Tomó los libros y se dirigió a la escuela. Mientras marchaba, pensó preocupado que no había aprendido bien la lección para ese día; la tarde anterior se distrajo vagabundeando con sus compañeros, y al volver a casa debió ayudar a su madre, por lo que sólo dio un vistazo apresurado a los textos antes de que le ordenaran apagar la vela. El maestro los obligaba a rezar y a recitar de memoria pasajes enteros de la Biblia y de los libros sagrados. Cuando se equivocaban, los castigaba. Debían extender las manos, y el maestro les pegaba con una regla. Los dedos helados, morados por los sabañones, dolían con cada uno de los golpes.
En su casa también sabrían que no había estudiado. La madre trataría de protegerlo, como siempre lo hacía, pero la reacción de su padre le inspiraba todavía más temor que los castigos del maestro.
Para apartar pensamientos tan negros, se dijo que ya tenía catorce años, y que ese era su último curso en la escuela judía de la aldea. Su sueño era viajar a la ciudad para seguir estudiando, o para trabajar en lo que fuera. No le asustaba el trabajo duro, y quería conocer la ciudad y el mundo.
Al llegar a la escuela percibió un ambiente raro. Los maestros hablaban entre sí en voz baja; comentaban que había terminado la festividad de la Pascua Rusa, y que el mismísimo Patriarca había llamado a sus fieles a realizar un “pogrom”. El año anterior, en aldeas vecinas, hubo ataques y saqueos contra los judíos. Su madre le había explicado lo mejor que pudo el significado de la palabra: pogrom significaba devastación.

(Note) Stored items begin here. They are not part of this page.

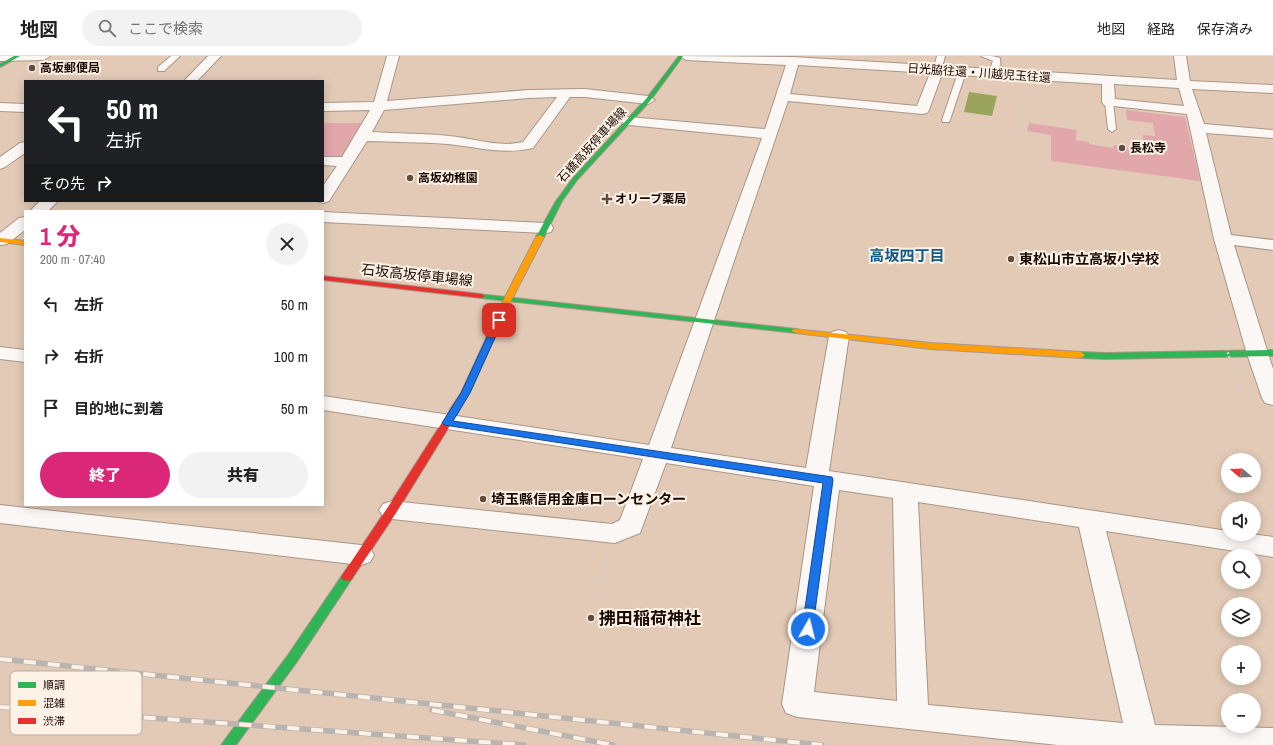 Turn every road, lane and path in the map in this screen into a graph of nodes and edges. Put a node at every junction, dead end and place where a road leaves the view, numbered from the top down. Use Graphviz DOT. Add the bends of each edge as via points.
graph roads {
  1 [pos="17,56"];
  2 [pos="44,56"];
  3 [pos="176,56"];
  4 [pos="215,56"];
  5 [pos="393,56"];
  6 [pos="681,56"];
  7 [pos="686,56"];
  8 [pos="941,56"];
  9 [pos="985,56"];
  10 [pos="1180,56"];
  11 [pos="0,57"];
  12 [pos="793,61"];
  13 [pos="0,66"];
  14 [pos="161,69"];
  15 [pos="938,71"];
  16 [pos="962,72"];
  17 [pos="998,75"];
  18 [pos="1027,77"];
  19 [pos="191,80"];
  20 [pos="1108,82"];
  21 [pos="1184,85"];
  22 [pos="1273,89"];
  23 [pos="566,94"];
  24 [pos="784,96"];
  25 [pos="648,100"];
  26 [pos="1109,102"];
  27 [pos="379,106"];
  28 [pos="0,107"];
  29 [pos="324,107"];
  30 [pos="24,108"];
  31 [pos="1192,111"];
  32 [pos="946,120"];
  33 [pos="629,121"];
  34 [pos="1198,128"];
  35 [pos="1112,129"];
  36 [pos="1020,130"];
  37 [pos="769,134"];
  38 [pos="1273,134"];
  39 [pos="361,136"];
  40 [pos="24,147"];
  41 [pos="1019,159"];
  42 [pos="324,161"];
  43 [pos="347,162"];
  44 [pos="0,164"];
  45 [pos="324,196"];
  46 [pos="49,202"];
  47 [pos="39,210"];
  48 [pos="324,216"];
  49 [pos="24,223"];
  50 [pos="545,228"];
  51 [pos="1223,239"];
  52 [pos="1,240"];
  53 [pos="24,243"];
  54 [pos="1273,245"];
  55 [pos="324,278"];
  56 [pos="508,299"];
  57 [pos="707,320"];
  58 [pos="1222,333"];
  59 [pos="839,336"];
  60 [pos="0,352"];
  61 [pos="1265,354"];
  62 [pos="24,356"];
  63 [pos="1234,373"];
  64 [pos="1273,398"];
  65 [pos="324,403"];
  66 [pos="447,423"];
  67 [pos="657,455"];
  68 [pos="822,479"];
  69 [pos="905,490"];
  70 [pos="392,510"];
  71 [pos="0,514"];
  72 [pos="1090,520"];
  73 [pos="615,534"];
  74 [pos="1273,547"];
  75 [pos="362,555"];
  76 [pos="595,594"];
  77 [pos="913,717"];
  78 [pos="1144,739"];
  79 [pos="1273,742"];
  80 [pos="228,745"];
  1 -- 2 [label="street"];
  1 -- 11 [label="street"];
  1 -- 13 [label="street"];
  3 -- 14 [label="lane"];
  4 -- 19 [label="street"];
  5 -- 27 [label="street"];
  6 -- 25 [label="street, 石橋高坂停車場線"];
  7 -- 12 [label="street, 日光脇往還・川越児玉往還"];
  8 -- 15 [label="lane"];
  9 -- 17 [label="lane" via="997,60 995,66"];
  10 -- 21 [label="street"];
  12 -- 15 [label="street, 日光脇往還・川越児玉往還"];
  12 -- 24 [label="street"];
  15 -- 16 [label="street, 日光脇往還・川越児玉往還"];
  15 -- 24 [label="street" via="922,110"];
  16 -- 17 [label="street, 日光脇往還・川越児玉往還"];
  16 -- 32 [label="lane"];
  17 -- 18 [label="street, 日光脇往還・川越児玉往還"];
  18 -- 20 [label="street, 日光脇往還・川越児玉往還"];
  18 -- 36 [label="path"];
  20 -- 21 [label="street, 日光脇往還・川越児玉往還"];
  20 -- 26 [label="street"];
  21 -- 22 [label="street, 日光脇往還・川越児玉往還"];
  21 -- 31 [label="street"];
  23 -- 25 [label="street" via="585,93"];
  23 -- 27 [label="street" via="529,94"];
  23 -- 39 [label="street" via="528,146 497,147 450,140"];
  24 -- 37 [label="street"];
  25 -- 33 [label="street, 石橋高坂停車場線"];
  26 -- 31 [label="street"];
  26 -- 35 [label="lane"];
  27 -- 29 [label="street"];
  27 -- 39 [label="street"];
  28 -- 30 [label="street"];
  31 -- 34 [label="street"];
  32 -- 36 [label="path"];
  33 -- 37 [label="street"];
  33 -- 50 [label="street, 石橋高坂停車場線" via="576,179 559,201"];
  34 -- 38 [label="street"];
  34 -- 51 [label="street"];
  36 -- 41 [label="path"];
  37 -- 57 [label="street"];
  39 -- 43 [label="street"];
  40 -- 44 [label="street"];
  42 -- 43 [label="street"];
  43 -- 45 [label="street"];
  46 -- 47 [label="street"];
  48 -- 50 [label="street"];
  49 -- 52 [label="street"];
  50 -- 56 [label="street, 石橋高坂停車場線"];
  51 -- 54 [label="street"];
  51 -- 61 [label="street"];
  52 -- 53 [label="street"];
  55 -- 56 [label="street, 石坂高坂停車場線"];
  56 -- 57 [label="street, 石坂高坂停車場線"];
  56 -- 66 [label="street, 石橋高坂停車場線" via="465,393"];
  57 -- 59 [label="street, 石坂高坂停車場線"];
  57 -- 67 [label="street"];
  58 -- 63 [label="path, bridge"];
  59 -- 61 [label="street, 石坂高坂停車場線" via="1033,353 1105,356"];
  59 -- 68 [label="street"];
  60 -- 62 [label="street"];
  61 -- 64 [label="street"];
  65 -- 66 [label="street"];
  66 -- 67 [label="street"];
  66 -- 70 [label="street, 石橋高坂停車場線"];
  67 -- 68 [label="street"];
  67 -- 73 [label="street" via="631,526"];
  68 -- 69 [label="street"];
  68 -- 77 [label="street" via="797,704"];
  69 -- 72 [label="street"];
  69 -- 77 [label="street"];
  70 -- 73 [label="street"];
  70 -- 75 [label="street, 石橋高坂停車場線"];
  71 -- 75 [label="street"];
  72 -- 74 [label="street"];
  72 -- 78 [label="street"];
  73 -- 76 [label="path"];
  75 -- 80 [label="street, 石橋高坂停車場線" via="292,659"];
  77 -- 78 [label="street"];
  78 -- 79 [label="street"];
}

Por fortuna, el maestro no estuvo muy atento a las lecciones, y José suspiró aliviado cuando, cerca del mediodía, les dijo que podían volver a sus casas. Les recomendó que no se distrajeran, y envió un mensaje a los padres: no salgan, permanezcan todos en sus hogares.
Al volver a casa, notó el pueblo muy silencioso; las pocas personas que transitaban iban arrebujadas en sus abrigos, y caminaban apuradas con la vista baja.

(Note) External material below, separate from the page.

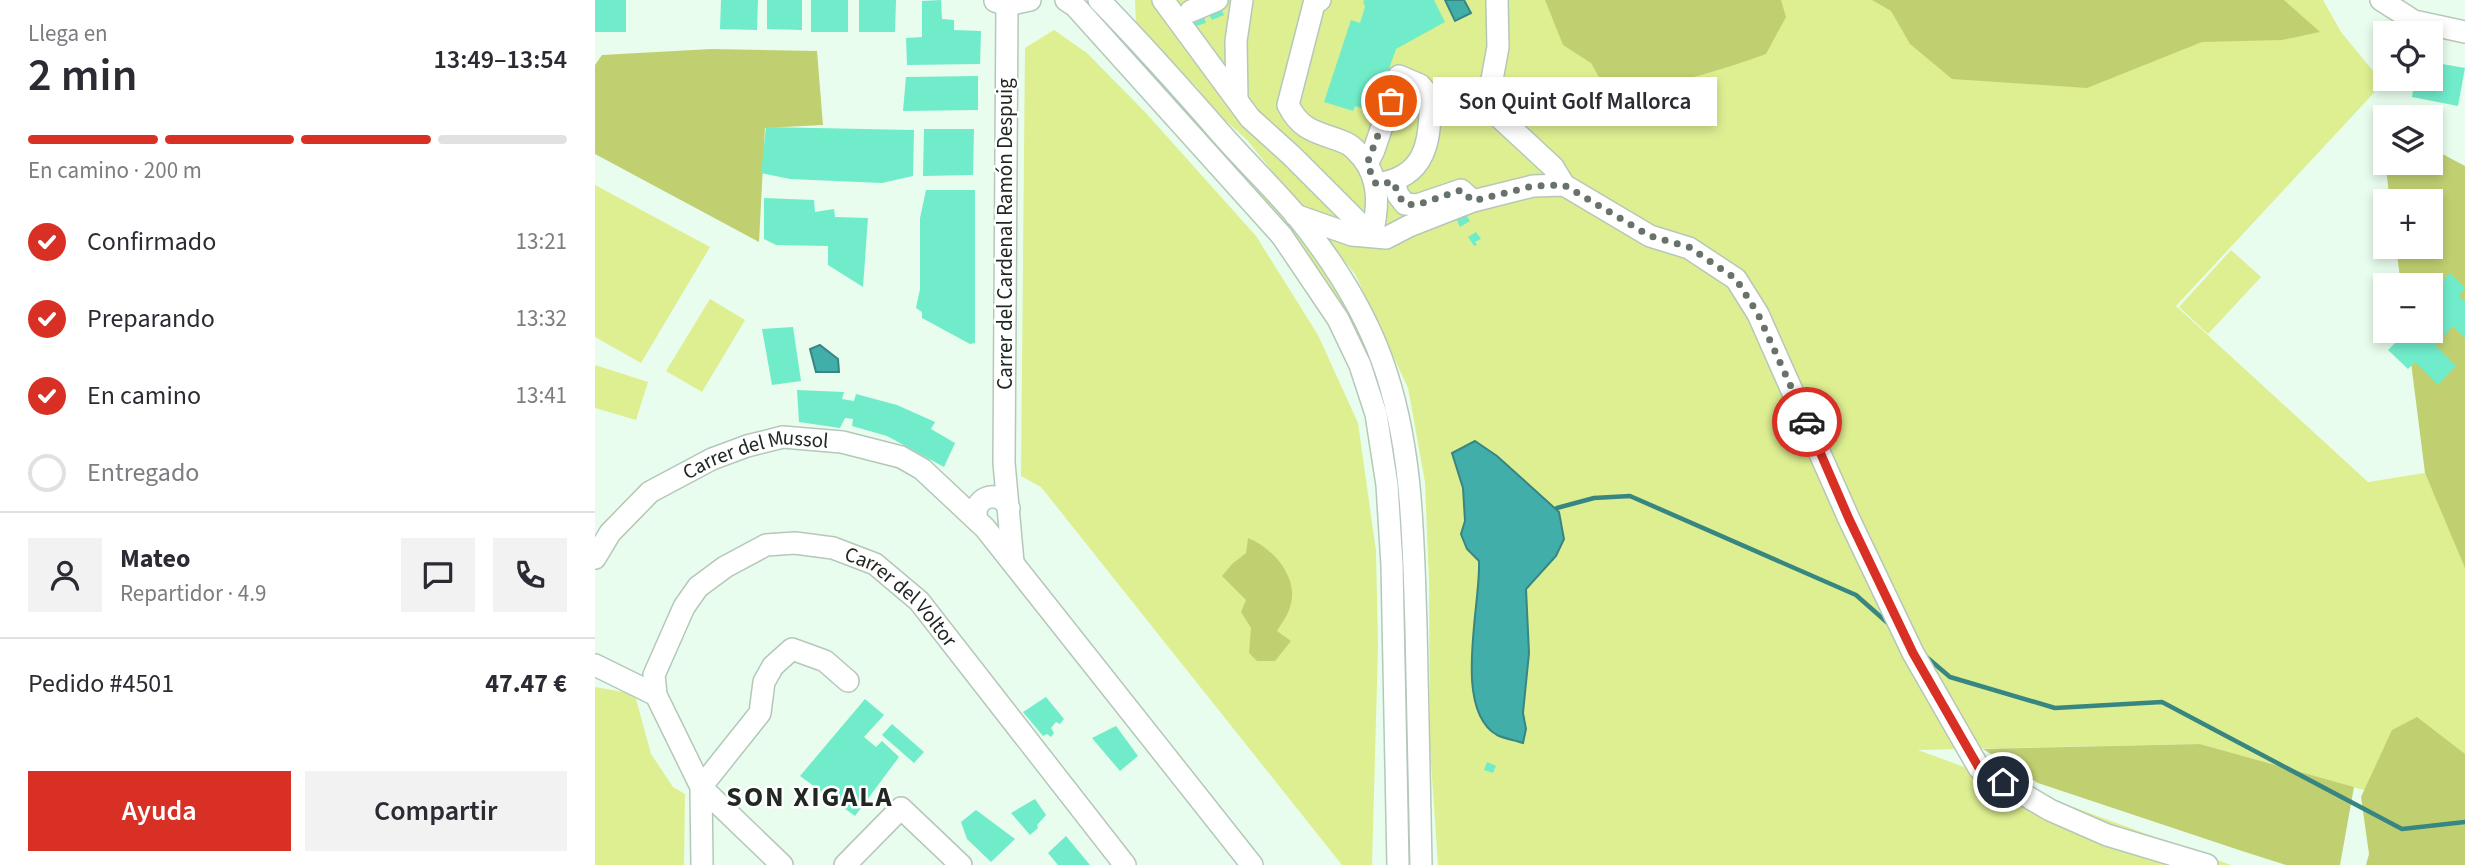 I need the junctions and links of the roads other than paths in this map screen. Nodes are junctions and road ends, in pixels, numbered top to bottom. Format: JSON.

Encontró a la madre trajinando en la cocina. El padre y el hermano mayor no habían vuelto aún del campo. Las hermanas ayudaban a su madre lo mejor que podían; eran pequeñas aún, y no resultaban de mucha utilidad para trabajos pesados.
José advirtió a su madre:
—Mamá, en la escuela dijeron que habrá un pogrom. Que después de la Pascua vendrán a atacarnos. ¿Quieres que le avise a mi padre?
—Hijo, será que Dios así lo quiere. Quédate en casa con nosotras, tu padre debe estar por llegar.
De modo que José cortó leña, acarreó agua, y paleó la nieve de la entrada lo mejor que pudo. El padre y el hermano no volvieron, y caía la noche cuando vieron las antorchas y escucharon el galopar de los caballos.
Durante el ataque, José y su familia permanecieron ocultos temblando y rezando en una habitación trasera de la vivienda, hasta que los descubrieron y los arrastraron a la calle junto a los demás vecinos.
A él lo vieron alto y fuerte, y recibió la mayor parte de los golpes tratando de proteger a sus hermanas y a su madre. Quizás porque su Dios se apiadó de ellos pudieron salvarse de la muerte o de la violación. Su hogar quedó destruido, las pocas cosas de valor robadas, y el resto de los muebles y enseres destrozados en la calle.
El saqueo duró varias horas, y a medianoche comenzaron los incendios. La aldea entera se convirtió en una gigantesca llamarada. Mientras los agresores huían con su botín, los sobrevivientes comenzaron a contar sus muertos y a prestar asistencia a los heridos.
El padre y el hermano llegaron por la madrugada; contaron que al acercarse a la aldea vieron el pogrom y no pudieron volver a casa.
Con mucho esfuerzo los aldeanos comenzaron a reconstruir sus viviendas y a retomar sus tareas. El maestro continuó dando clases, los campesinos volvieron a arar y a sembrar, los granjeros recuperaron los pocos animales que se habían salvado del saqueo o de las llamas. Con porfía, la vida siguió.